--- Task ---
The required output is the exact run of lines below that opens at the line with "c.fillText('支店営業所一覧', 632, 332);" and closes at the line with "cairo_paint(ctx);".

--- Records provided ---

- - -

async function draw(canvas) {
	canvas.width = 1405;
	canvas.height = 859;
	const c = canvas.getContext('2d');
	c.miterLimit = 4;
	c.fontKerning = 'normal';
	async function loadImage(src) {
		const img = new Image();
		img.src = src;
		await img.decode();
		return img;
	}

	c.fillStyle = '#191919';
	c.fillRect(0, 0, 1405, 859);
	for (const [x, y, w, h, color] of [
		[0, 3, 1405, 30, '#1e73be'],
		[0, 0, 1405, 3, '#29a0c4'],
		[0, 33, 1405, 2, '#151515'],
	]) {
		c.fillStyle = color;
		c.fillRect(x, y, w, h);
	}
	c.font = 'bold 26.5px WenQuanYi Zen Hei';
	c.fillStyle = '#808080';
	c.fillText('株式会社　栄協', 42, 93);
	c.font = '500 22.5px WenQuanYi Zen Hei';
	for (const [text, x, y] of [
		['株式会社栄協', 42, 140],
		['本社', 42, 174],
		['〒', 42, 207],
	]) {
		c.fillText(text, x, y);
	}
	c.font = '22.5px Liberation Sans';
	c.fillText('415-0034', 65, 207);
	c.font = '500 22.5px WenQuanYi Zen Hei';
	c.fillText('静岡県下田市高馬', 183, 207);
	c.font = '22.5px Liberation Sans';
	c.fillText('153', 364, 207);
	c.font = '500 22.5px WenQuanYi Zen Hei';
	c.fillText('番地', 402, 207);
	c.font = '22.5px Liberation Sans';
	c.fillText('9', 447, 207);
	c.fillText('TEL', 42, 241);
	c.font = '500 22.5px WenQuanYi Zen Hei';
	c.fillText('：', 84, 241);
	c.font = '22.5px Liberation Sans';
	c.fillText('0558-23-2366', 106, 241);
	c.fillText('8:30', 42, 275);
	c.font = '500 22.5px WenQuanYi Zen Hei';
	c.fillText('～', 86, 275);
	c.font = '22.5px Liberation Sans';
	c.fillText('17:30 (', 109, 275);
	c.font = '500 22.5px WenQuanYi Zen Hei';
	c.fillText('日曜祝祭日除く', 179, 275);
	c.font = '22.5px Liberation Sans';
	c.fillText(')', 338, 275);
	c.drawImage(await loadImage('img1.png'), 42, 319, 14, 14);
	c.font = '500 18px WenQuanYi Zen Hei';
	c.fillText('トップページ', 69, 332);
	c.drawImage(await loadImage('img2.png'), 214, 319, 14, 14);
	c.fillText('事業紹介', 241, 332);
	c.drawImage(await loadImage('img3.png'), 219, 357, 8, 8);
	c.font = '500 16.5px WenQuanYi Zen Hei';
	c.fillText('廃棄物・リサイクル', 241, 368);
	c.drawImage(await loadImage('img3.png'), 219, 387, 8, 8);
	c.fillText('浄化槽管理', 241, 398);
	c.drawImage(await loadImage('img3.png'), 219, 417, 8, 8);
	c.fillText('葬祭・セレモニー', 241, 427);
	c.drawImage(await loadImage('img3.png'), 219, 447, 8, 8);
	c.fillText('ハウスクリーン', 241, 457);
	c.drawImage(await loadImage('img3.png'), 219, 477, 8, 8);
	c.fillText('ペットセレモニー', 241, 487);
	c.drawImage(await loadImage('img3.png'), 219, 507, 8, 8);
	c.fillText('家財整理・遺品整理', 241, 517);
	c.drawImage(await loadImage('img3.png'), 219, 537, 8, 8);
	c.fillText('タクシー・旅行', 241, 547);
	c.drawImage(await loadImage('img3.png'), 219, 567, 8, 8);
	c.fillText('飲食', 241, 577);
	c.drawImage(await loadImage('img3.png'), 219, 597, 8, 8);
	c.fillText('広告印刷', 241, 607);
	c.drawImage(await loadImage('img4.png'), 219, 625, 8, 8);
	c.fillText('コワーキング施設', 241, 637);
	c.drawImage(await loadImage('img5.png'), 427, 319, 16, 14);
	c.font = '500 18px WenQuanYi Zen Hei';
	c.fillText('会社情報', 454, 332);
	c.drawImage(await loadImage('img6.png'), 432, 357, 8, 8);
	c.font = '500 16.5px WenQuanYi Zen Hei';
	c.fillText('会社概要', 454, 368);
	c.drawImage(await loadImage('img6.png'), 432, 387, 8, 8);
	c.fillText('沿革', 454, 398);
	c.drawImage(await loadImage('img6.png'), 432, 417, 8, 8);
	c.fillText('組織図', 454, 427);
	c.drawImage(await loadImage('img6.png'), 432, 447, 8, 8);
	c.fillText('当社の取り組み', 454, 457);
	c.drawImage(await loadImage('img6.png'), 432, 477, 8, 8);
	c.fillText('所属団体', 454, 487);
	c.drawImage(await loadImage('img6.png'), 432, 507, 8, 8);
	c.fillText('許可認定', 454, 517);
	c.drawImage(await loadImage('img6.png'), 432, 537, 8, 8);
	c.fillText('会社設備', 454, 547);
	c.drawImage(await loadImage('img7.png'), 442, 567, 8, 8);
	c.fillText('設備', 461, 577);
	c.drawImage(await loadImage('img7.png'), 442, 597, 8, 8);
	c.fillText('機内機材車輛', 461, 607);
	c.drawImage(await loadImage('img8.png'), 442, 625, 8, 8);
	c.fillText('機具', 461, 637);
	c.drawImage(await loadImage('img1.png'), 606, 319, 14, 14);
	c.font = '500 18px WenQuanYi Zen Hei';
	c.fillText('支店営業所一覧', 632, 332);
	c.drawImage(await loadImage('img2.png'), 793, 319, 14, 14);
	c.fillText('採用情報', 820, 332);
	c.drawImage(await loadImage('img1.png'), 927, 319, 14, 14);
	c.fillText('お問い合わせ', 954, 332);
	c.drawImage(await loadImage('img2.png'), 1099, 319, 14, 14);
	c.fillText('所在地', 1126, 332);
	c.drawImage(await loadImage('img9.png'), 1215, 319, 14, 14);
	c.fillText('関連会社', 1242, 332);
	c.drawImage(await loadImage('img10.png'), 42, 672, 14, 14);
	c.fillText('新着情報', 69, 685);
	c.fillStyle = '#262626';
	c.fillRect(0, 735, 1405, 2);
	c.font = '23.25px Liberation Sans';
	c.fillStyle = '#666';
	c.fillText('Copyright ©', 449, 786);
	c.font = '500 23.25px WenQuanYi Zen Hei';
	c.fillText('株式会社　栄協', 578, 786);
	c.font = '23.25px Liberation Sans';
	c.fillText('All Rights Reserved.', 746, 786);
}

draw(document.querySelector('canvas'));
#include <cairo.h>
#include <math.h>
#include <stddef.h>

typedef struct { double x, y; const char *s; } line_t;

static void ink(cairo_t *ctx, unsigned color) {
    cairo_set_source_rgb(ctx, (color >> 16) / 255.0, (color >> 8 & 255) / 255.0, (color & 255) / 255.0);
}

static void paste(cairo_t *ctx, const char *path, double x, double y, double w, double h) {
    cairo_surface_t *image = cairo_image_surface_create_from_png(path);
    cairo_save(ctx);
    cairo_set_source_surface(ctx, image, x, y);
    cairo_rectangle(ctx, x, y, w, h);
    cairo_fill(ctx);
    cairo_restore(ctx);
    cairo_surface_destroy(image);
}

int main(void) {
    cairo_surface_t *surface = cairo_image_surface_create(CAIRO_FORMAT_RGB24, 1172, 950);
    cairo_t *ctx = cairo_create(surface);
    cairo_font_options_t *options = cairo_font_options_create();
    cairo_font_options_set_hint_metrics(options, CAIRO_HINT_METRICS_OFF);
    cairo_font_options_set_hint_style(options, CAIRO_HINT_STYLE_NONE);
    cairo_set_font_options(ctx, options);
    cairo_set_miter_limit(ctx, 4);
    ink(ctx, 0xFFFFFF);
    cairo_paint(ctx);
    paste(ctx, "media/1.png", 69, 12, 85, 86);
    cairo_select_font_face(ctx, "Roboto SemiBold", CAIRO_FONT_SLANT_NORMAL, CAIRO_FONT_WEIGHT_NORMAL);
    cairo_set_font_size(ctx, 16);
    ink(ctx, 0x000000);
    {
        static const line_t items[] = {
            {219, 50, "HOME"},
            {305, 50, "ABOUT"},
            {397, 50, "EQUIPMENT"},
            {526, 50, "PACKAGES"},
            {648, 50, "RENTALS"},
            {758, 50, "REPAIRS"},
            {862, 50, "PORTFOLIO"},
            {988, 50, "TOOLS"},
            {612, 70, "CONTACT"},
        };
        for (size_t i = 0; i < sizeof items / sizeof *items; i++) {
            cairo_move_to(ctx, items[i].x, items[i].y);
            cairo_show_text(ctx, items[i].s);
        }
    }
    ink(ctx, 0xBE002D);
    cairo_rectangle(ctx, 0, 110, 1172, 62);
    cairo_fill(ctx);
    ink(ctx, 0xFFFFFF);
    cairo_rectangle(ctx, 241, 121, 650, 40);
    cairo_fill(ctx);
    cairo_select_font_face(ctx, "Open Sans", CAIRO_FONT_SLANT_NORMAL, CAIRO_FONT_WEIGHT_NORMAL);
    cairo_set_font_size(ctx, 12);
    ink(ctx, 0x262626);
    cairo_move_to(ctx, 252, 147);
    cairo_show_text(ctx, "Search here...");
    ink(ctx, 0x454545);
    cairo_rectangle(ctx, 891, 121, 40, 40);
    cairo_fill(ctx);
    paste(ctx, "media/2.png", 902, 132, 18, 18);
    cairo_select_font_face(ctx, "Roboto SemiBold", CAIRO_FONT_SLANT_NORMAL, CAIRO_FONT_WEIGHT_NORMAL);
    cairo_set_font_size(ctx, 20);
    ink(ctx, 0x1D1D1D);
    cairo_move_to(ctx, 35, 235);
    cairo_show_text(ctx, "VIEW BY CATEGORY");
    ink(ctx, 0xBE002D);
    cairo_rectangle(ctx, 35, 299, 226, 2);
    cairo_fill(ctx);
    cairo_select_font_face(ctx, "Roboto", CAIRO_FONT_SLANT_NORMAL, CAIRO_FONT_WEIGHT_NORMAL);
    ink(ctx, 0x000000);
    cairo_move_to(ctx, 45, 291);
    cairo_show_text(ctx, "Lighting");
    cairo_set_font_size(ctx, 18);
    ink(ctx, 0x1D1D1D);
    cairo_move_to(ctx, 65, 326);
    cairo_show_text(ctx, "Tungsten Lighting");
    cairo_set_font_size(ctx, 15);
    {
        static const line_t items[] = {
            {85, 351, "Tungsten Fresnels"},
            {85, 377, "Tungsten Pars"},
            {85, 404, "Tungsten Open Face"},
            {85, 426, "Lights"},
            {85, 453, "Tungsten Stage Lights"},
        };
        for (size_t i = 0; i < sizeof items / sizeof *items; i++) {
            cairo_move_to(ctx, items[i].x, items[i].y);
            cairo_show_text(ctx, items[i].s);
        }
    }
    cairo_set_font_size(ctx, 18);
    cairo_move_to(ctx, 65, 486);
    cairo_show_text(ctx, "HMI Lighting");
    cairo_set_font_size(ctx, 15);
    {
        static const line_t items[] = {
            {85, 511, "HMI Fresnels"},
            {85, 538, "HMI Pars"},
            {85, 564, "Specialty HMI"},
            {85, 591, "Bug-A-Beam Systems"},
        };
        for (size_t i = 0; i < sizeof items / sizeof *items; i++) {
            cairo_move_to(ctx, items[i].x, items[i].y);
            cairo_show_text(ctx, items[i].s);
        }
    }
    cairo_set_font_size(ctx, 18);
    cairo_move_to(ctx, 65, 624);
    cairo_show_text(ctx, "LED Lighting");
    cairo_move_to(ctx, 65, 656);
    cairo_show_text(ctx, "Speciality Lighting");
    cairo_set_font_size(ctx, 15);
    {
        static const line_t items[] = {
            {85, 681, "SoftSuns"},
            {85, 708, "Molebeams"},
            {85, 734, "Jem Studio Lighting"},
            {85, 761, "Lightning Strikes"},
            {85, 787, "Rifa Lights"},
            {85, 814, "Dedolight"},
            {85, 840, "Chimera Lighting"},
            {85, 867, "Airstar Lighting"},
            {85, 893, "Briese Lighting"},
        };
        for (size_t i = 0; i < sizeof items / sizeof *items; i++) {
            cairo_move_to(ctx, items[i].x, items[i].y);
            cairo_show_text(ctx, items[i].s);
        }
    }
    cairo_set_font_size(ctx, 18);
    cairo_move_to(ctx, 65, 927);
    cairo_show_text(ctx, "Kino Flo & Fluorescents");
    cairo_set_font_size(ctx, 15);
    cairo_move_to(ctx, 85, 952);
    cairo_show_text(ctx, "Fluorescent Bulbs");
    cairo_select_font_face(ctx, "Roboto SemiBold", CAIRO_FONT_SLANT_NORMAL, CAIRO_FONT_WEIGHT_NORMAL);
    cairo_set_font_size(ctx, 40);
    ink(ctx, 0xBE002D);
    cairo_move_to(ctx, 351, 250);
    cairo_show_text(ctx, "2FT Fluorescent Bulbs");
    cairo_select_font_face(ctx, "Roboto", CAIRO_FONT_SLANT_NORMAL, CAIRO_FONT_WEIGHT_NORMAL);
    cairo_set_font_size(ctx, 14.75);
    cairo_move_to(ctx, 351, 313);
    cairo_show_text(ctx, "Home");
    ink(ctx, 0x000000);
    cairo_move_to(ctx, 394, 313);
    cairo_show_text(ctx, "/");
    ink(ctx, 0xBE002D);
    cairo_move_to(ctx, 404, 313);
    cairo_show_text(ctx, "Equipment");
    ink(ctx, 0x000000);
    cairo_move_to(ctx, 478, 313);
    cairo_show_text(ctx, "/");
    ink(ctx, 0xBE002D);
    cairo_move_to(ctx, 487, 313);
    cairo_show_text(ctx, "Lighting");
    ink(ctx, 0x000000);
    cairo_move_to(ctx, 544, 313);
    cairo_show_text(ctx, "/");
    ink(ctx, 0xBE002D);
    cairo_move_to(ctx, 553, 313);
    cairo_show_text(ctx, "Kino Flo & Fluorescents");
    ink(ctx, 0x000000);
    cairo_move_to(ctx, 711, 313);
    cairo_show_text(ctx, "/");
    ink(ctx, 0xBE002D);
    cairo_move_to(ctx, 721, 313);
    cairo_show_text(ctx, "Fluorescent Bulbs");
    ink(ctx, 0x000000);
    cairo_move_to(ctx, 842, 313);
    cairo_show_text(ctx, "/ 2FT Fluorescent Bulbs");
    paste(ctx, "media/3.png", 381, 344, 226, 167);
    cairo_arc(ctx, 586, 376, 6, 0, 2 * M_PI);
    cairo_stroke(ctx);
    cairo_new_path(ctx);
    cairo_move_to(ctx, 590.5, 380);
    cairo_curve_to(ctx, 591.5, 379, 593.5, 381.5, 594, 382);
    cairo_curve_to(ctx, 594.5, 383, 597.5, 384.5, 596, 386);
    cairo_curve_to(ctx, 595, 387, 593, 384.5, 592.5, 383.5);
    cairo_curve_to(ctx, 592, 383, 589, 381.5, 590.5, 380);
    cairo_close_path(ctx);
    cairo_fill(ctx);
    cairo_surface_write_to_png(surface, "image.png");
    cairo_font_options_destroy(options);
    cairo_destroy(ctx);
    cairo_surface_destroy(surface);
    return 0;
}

- - -

--- Answer space ---
	c.fillText('支店営業所一覧', 632, 332);
	c.drawImage(await loadImage('img2.png'), 793, 319, 14, 14);
	c.fillText('採用情報', 820, 332);
	c.drawImage(await loadImage('img1.png'), 927, 319, 14, 14);
	c.fillText('お問い合わせ', 954, 332);
	c.drawImage(await loadImage('img2.png'), 1099, 319, 14, 14);
	c.fillText('所在地', 1126, 332);
	c.drawImage(await loadImage('img9.png'), 1215, 319, 14, 14);
	c.fillText('関連会社', 1242, 332);
	c.drawImage(await loadImage('img10.png'), 42, 672, 14, 14);
	c.fillText('新着情報', 69, 685);
	c.fillStyle = '#262626';
	c.fillRect(0, 735, 1405, 2);
	c.font = '23.25px Liberation Sans';
	c.fillStyle = '#666';
	c.fillText('Copyright ©', 449, 786);
	c.font = '500 23.25px WenQuanYi Zen Hei';
	c.fillText('株式会社　栄協', 578, 786);
	c.font = '23.25px Liberation Sans';
	c.fillText('All Rights Reserved.', 746, 786);
}

draw(document.querySelector('canvas'));
#include <cairo.h>
#include <math.h>
#include <stddef.h>

typedef struct { double x, y; const char *s; } line_t;

static void ink(cairo_t *ctx, unsigned color) {
    cairo_set_source_rgb(ctx, (color >> 16) / 255.0, (color >> 8 & 255) / 255.0, (color & 255) / 255.0);
}

static void paste(cairo_t *ctx, const char *path, double x, double y, double w, double h) {
    cairo_surface_t *image = cairo_image_surface_create_from_png(path);
    cairo_save(ctx);
    cairo_set_source_surface(ctx, image, x, y);
    cairo_rectangle(ctx, x, y, w, h);
    cairo_fill(ctx);
    cairo_restore(ctx);
    cairo_surface_destroy(image);
}

int main(void) {
    cairo_surface_t *surface = cairo_image_surface_create(CAIRO_FORMAT_RGB24, 1172, 950);
    cairo_t *ctx = cairo_create(surface);
    cairo_font_options_t *options = cairo_font_options_create();
    cairo_font_options_set_hint_metrics(options, CAIRO_HINT_METRICS_OFF);
    cairo_font_options_set_hint_style(options, CAIRO_HINT_STYLE_NONE);
    cairo_set_font_options(ctx, options);
    cairo_set_miter_limit(ctx, 4);
    ink(ctx, 0xFFFFFF);
    cairo_paint(ctx);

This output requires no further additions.